Some things to think about:

- If you leave Wi-Fi discover mode on, your phone's unique ID will be recorded by every Wi-Fi it comes into range with, WHETHER YOU CONNECT TO THAT ROUTER OR NOT. If someone learns your phone's ID #, they can track your movement in real time on any one of several apps that are available on the web.

- Unless you have a good reason to use them, turn off your phone's geolocation features, and try to avoid using apps that geotag you. The general rule of thumb is, the more apps you have running, the more geotagging is going on in background. My phone has a feature (not easy to find) where I can toggle on / off each app's access to phone info, like GPS data, etc. Remember that every JPG you snap and every video you take has your phone's unique ID number and geotag info embedded into it. Yes, you can left click on pictures and vids that people have embedded into reviews and see the exact time, date, location (lat/long), type of device and device serial number. Type the lat/long into a maps program and it will give you the street address where the pic was taken.

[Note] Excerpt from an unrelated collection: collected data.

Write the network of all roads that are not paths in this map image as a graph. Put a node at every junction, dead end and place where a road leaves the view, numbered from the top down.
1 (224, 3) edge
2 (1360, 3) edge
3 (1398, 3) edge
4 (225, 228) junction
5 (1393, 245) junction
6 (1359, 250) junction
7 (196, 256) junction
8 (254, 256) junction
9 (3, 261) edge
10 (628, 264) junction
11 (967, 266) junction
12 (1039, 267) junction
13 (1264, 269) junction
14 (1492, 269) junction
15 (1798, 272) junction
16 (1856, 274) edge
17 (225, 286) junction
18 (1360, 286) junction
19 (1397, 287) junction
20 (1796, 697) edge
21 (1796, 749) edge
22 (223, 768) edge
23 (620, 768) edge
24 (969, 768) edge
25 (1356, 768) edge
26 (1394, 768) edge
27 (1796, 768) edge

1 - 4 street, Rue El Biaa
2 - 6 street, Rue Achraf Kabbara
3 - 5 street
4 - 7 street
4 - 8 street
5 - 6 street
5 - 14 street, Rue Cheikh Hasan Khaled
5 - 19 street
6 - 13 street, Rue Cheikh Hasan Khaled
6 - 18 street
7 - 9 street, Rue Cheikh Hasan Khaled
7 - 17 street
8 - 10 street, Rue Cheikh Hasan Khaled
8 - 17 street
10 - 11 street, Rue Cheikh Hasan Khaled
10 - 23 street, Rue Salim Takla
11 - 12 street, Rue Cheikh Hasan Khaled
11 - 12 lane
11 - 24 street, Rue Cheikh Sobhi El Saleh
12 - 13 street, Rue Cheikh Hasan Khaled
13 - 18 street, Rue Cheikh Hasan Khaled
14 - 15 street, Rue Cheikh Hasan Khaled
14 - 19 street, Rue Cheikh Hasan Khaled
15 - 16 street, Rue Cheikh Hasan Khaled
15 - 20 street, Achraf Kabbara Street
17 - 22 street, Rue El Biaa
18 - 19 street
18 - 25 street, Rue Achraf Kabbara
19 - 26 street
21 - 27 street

- Android phones come loaded with hackware / malware. It's next to impossible to uninstall all of it. I refuse to purchase or use an Android phone.

- I make good use of burner virtual phone numbers / text messaging services that are not related to any Google product, such as GMail, Google Voice, etc. Google has the most intrusive and complete customer database on the planet, which they sell to the FBI, NSA, CIA, etc. on a regular basis for lots of $$$$. Google's search engine in the USA cannot be used in the EEU because it violates EEU privacy laws. Google has been fighting the EEU in the world court to have the same intrusive tracking capabilities that it has had in the USA for years, at a cost of millions of Euros.

- Make DuckDuckGo your default search engine and Mozilla Firefox with Private Browsing Mode permanently enabled your default browser / search engine.

- If you have a firewall program (like Norton 360), manually configure the program access to block all inbound and outbound traffic for Internet Explorer / Microsoft Edge, Apple Safari, depending on your OS.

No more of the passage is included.